Thursday, February 08, 2007

Good New? Minimum Wage Went Up!

“By a vote of 87-10, the Senate ended Republican delaying tactics and cleared the way for passage this week of a bill that both raises the minimum wage to $7.25 an hour and provides small companies with $8.3 billion in tax reductions during the next decade.” Reported by Jack Torry in his article, “Senate advances wage legislation, adds tax relief,” published in THE COLUMBUS DISPATCH Wednesday, on January 31, 2007.

This big jump of minimum wage, from $5.15 to $7.25, is good to everyone?

Possibly, to most students who work on campus, it is awesome because this increase in minimum wage means that they can earn 40.8% more than before for each hour they work. According to what we learnt in class, however, whether the total hours of labor supply in campus will increase, stay the same, or decrease is uncertain. While some students who have larger substitution effect will work longer (from H1 to H2), some others whose income effects are larger will decrease their work hours (from H1 to H3). If we think from the view of employers, Marietta College, increasing minimum wage means that their cost to hire the cheapest labor force, students, rise 40.8%. To this extra cost, what the college will respond depends on its purpose to provide jobs to students. If the college does need these students to work for it, the total hours of labor demand will not change much. But if the college provides these jobs in order to give students some financial help, the college will cut some unnecessary positions and total hours of labor demand will shrink. Will some students lose their jobs? Maybe.

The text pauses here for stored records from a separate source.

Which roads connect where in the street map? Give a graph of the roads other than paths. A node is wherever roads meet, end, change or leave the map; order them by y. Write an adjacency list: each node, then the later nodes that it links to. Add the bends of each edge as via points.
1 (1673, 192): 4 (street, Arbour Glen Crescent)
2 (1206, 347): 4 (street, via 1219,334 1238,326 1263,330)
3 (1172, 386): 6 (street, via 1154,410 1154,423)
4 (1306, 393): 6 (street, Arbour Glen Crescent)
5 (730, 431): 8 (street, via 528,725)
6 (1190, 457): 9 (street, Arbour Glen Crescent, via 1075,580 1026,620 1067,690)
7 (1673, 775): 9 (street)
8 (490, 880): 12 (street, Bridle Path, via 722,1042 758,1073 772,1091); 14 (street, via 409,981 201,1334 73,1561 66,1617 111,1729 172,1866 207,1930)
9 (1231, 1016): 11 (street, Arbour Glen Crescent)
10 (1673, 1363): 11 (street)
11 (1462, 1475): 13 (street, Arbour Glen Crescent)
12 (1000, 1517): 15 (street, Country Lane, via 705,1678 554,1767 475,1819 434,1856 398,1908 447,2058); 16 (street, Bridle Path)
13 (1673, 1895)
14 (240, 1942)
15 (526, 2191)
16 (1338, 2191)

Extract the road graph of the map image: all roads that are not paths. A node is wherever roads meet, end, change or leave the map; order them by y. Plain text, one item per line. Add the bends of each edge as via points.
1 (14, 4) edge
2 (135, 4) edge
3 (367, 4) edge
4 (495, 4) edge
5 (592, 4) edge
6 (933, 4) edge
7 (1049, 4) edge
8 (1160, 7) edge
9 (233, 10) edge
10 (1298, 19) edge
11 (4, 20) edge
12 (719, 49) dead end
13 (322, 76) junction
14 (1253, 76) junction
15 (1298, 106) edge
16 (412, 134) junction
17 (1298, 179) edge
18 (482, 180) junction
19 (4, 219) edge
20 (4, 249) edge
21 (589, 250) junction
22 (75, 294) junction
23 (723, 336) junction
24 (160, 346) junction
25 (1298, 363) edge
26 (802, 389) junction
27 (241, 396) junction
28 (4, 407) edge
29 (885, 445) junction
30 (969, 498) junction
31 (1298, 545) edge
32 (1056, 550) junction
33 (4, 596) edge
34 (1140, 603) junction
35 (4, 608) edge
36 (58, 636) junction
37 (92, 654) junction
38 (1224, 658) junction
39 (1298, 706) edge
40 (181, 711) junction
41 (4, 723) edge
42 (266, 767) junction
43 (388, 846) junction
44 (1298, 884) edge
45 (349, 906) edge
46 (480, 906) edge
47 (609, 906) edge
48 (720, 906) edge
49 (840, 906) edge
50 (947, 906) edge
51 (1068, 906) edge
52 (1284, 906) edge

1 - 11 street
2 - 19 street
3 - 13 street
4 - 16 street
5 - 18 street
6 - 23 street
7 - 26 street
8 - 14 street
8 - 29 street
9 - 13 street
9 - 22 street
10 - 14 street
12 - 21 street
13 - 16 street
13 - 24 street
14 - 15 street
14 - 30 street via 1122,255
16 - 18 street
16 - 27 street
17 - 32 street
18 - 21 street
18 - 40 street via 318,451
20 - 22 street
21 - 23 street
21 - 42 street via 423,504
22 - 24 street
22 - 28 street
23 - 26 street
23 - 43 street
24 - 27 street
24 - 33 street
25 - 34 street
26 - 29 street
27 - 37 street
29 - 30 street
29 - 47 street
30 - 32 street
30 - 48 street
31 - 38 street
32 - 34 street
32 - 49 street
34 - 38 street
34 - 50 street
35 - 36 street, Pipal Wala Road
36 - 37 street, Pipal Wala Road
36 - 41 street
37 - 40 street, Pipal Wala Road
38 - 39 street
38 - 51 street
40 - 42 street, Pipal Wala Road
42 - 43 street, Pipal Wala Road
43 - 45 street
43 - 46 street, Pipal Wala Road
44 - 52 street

Jump out from the campus, to all people who are working around minimum wage before may also face the same situation. Because of substitution effect, more people who used to be depressed will be ignited for working, but job seekers will probably feel finding a job become more difficult. Although the government gives $8.3 billion in tax reductions to small business, can all small businesses get enough remedy? What about big businesses? Do big businesses pay all their employees more than minimum wage? I am afraid not. To those people who still keep the jobs, they are the winners. But to those who lost jobs because of the shrinking labor demand, they are losers. To those who cannot find a job at new minimum wage and would like to work lower than that, they are losers.

As a result, higher minimum wage will only benefit some part of low-income people and push the rest into unemployment. Take a further look, higher minimum wage will also bring up the labor cost. To those entrepreneurs, the low labor cost in developing countries will be more attractive. They will invest more overseas and will ultimately cause a decrease in the labor demand in the United States and increase in unemployment rate. Besides, having been in trade deficit for many years, America will suffer even more because foreign goods will become cheaper and more dominant in market. Words like “Made in China” will fill more places around people’s lives.

Who will be happier?

2 comments:

ashley wagner said...

When it comes to making money, most people tend to exploit opportunities to make themselves better off. When Ohio voters were given the opportunity to make $1.70 more per hour, they did not consider that there would be lay-offs at the workplaces, that jobs would be shipped overseas, or that the cost of everything they purchase as consumers would increase over a short period of time.
Likewise, if the federal minimum wage hikes $2.10 per hour, what do you think is going to happen? That everything will be affordable to the average minimum-wage worker? Absolutely the opposite. The only thing that will become of this rise in the minimum wage is inflation.
Maybe the voters who made the individual choice to raise the minimum wage because of instant satisfaction should have been thinking about the entire economy, not just about benefiting themselves.

Kelly Heskett said...

In response to the question of college students losing their jobs I do not believe they will be affected. The government is paying the students not the college. I work for the college and every year I can earn up to $2000 of work study money. I can work until I have reached my $2000 dollars and then once I have I am no longer able to work for the rest of the year. This just means that I have to work less hours to make my $2000 dollars. This increase in wages should not affect the college at all because they do not pay the students, the government does. Now about the small businesses, I believe that they will suffer. Prices of products will rise because of this wage increase so you will still be paying the same percentage for the same products. This will hurt the small businesses because it will be harder for them to pay their employee since there amount of store income will most likely remain the same.